Int J Bioinform Res Appl. 2011;7(2):168-82. doi: 10.1504/IJBRA.2011.040095.
Aligning multiple DNA/RNA/protein sequences to identify common functionalities, structures, or relationships between species is a fundamental task in bioinformatics. In this study, we propose a new multiple sequence strategy that extracts sequence information, sequence global and local similarities to provide different weights for each input sequence. A weighted pair-wise distance matrix is calculated from these sequences to build a dynamic alignment guiding tree.

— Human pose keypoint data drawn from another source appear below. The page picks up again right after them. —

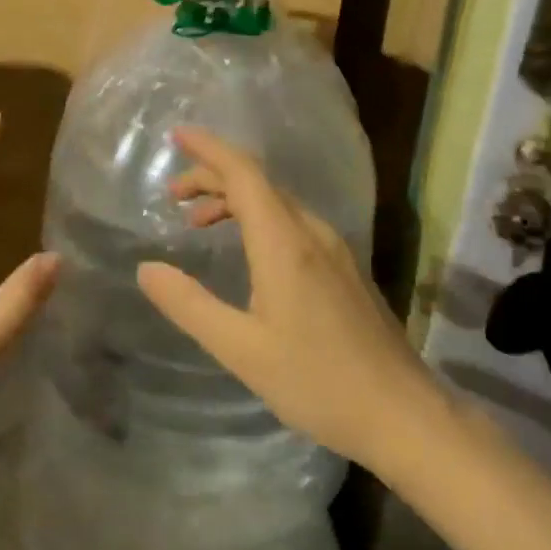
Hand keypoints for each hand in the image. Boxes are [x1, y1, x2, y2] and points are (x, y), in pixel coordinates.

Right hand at [136, 127, 446, 472]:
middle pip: (259, 183)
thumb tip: (147, 268)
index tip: (176, 134)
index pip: (243, 174)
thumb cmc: (317, 381)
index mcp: (284, 243)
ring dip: (235, 200)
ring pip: (278, 203)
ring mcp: (335, 250)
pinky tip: (247, 251)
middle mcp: (312, 233)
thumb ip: (189, 304)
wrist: (403, 415)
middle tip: (172, 195)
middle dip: (212, 177)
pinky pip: (294, 224)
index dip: (208, 149)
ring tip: (198, 223)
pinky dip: (258, 220)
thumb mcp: (239, 349)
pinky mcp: (346, 270)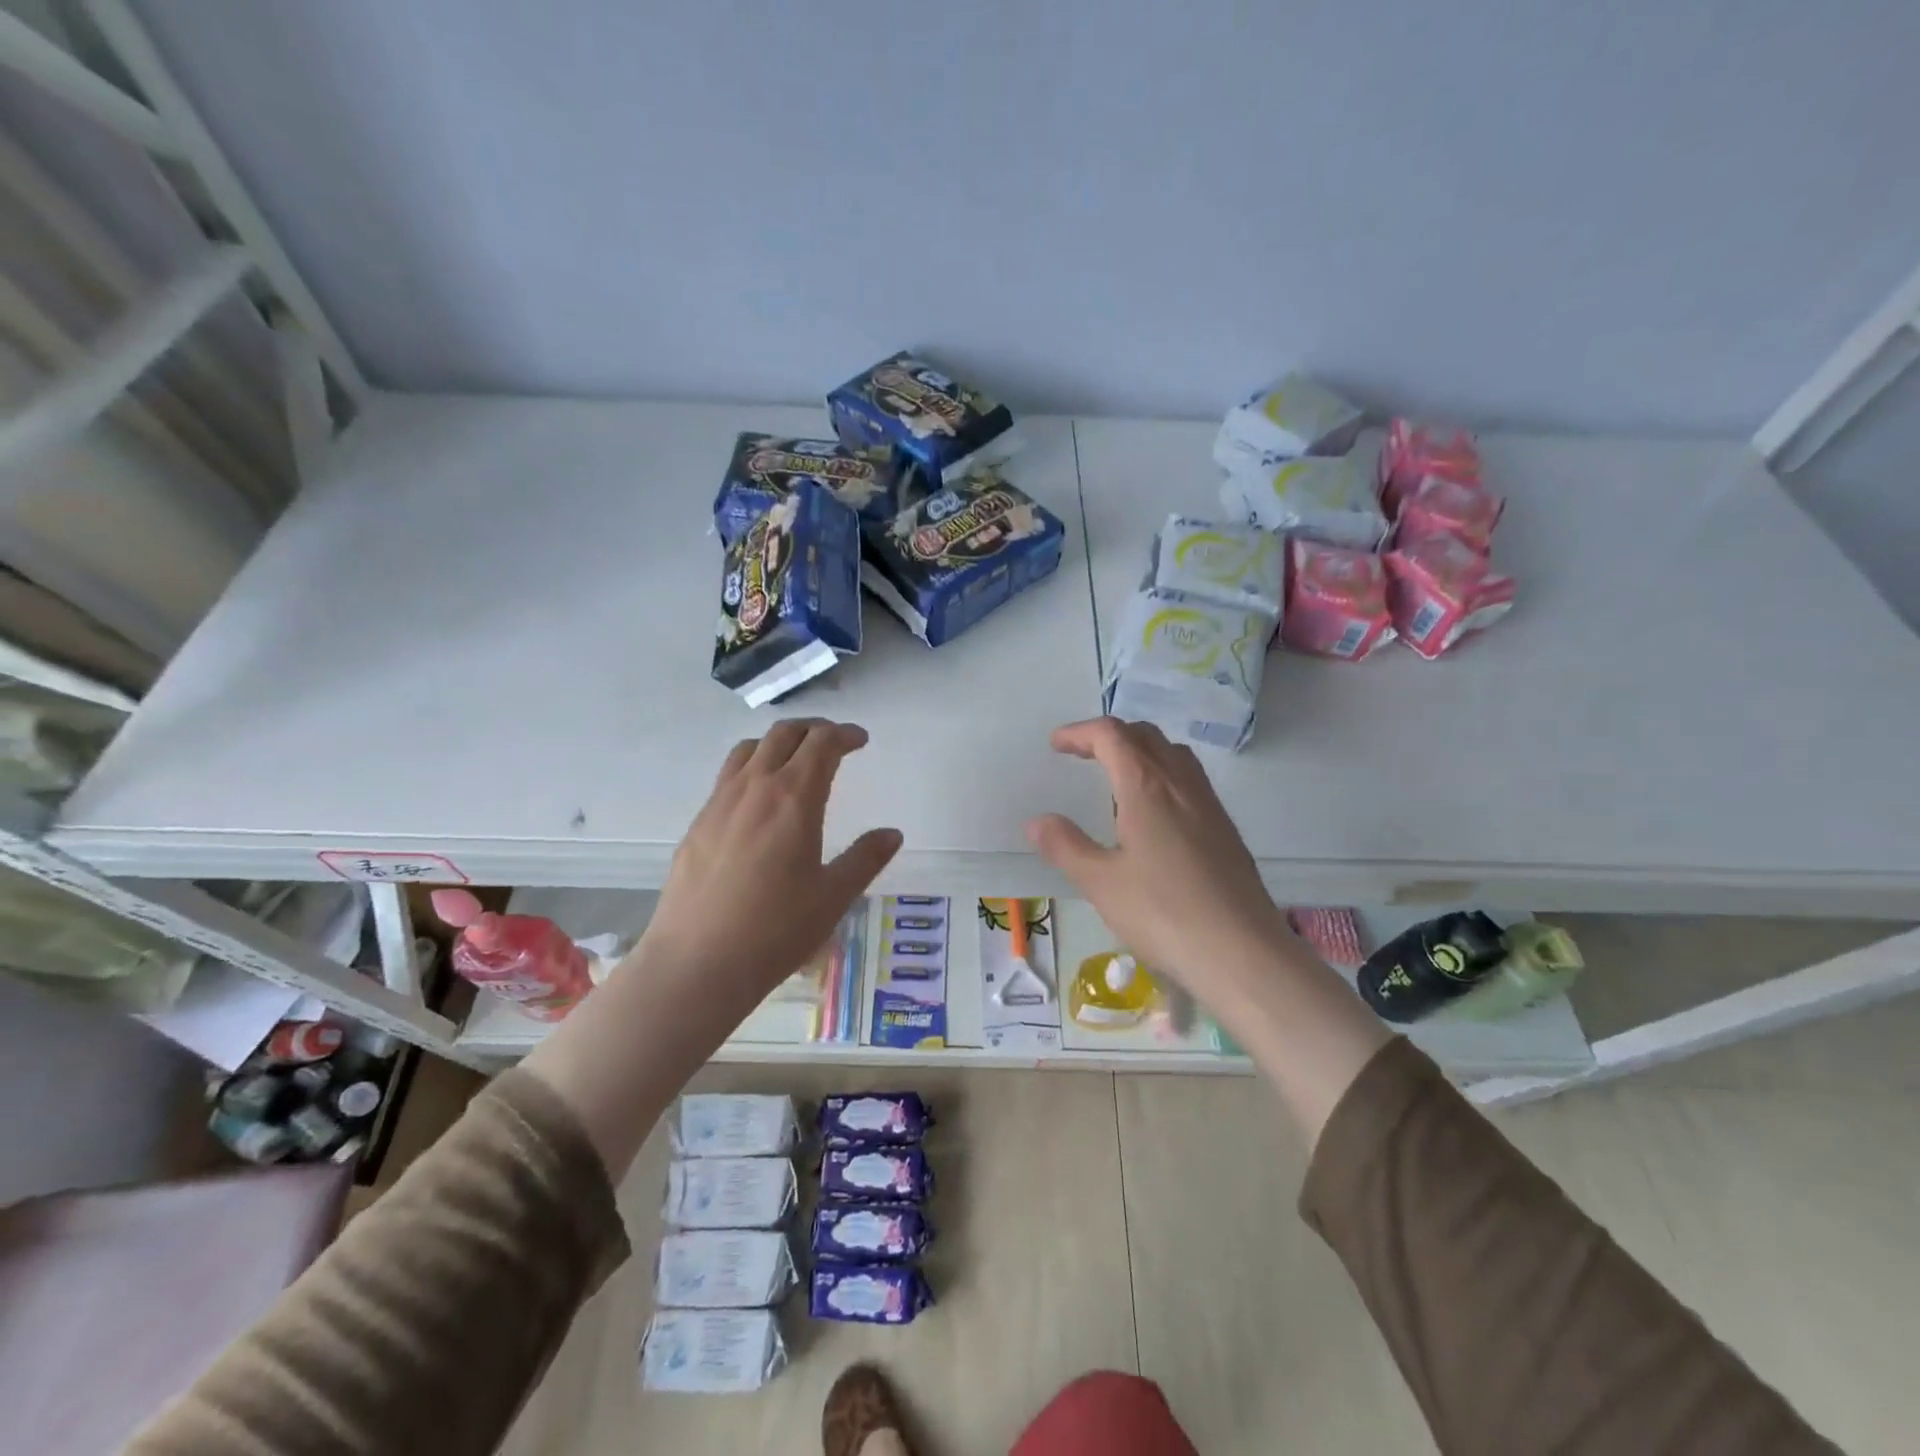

The tree can reorder its higher-level branches based on corresponding alignment results from lower tree levels to guarantee the highest alignment scores at each level of the tree. This technique improves the alignment accuracy up to 10% on many benchmarks tested against alignment tools such as CLUSTALW (Thompson et al., 1994), DIALIGN (Morgenstern, 1999), T-COFFEE (Notredame et al., 2000), MUSCLE (Edgar, 2004), and PROBCONS (Do et al., 2005) of the multiple sequence alignment.
比对多个DNA/RNA/蛋白质序列以识别物种之间的共同功能、结构或关系是生物信息学中的一项基本任务。在本研究中,我们提出了一种新的多序列策略,该策略提取序列信息、序列全局和局部相似性,以便为每个输入序列提供不同的权重。根据这些序列计算加权成对距离矩阵,以构建动态比对引导树。该树可以根据较低树层的相应比对结果对其较高层分支进行重新排序,以确保树的每个层级都具有最高的比对分数。在针对诸如CLUSTALW(Thompson等人,1994年)、DIALIGN(Morgenstern,1999年)、T-COFFEE(Notredame等人,2000年)、MUSCLE(Edgar,2004年)和PROBCONS(Do等人,2005年)等多序列比对工具进行测试的许多基准上,该技术将比对准确率提高了10%。